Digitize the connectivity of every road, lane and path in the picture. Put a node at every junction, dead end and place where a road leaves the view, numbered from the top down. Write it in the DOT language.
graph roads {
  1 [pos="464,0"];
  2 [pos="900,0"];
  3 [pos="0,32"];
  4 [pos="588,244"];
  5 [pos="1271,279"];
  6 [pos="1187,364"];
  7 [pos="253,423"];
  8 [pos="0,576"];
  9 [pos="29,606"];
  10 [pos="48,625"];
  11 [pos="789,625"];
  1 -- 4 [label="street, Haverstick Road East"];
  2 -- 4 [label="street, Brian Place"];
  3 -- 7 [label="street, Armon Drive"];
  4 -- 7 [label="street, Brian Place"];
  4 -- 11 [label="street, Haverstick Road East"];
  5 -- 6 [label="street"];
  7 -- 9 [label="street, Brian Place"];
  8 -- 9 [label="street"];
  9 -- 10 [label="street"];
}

PROBLEM:
All entries must be repeated verbatim.

COMPLETED EXERCISE:
Digitize the connectivity of every road, lane and path in the picture. Put a node at every junction, dead end and place where a road leaves the view, numbered from the top down. Write it in the DOT language.
graph roads {
  1 [pos="464,0"];
  2 [pos="900,0"];
  3 [pos="0,32"];
  4 [pos="588,244"];
  5 [pos="1271,279"];
  6 [pos="1187,364"];
  7 [pos="253,423"];
  8 [pos="0,576"];
  9 [pos="29,606"];
  10 [pos="48,625"];
  11 [pos="789,625"];
  1 -- 4 [label="street, Haverstick Road East"];
  2 -- 4 [label="street, Brian Place"];
  3 -- 7 [label="street, Armon Drive"];
  4 -- 7 [label="street, Brian Place"];
  4 -- 11 [label="street, Haverstick Road East"];
  5 -- 6 [label="street"];
  7 -- 9 [label="street, Brian Place"];
  8 -- 9 [label="street"];
  9 -- 10 [label="street"];
}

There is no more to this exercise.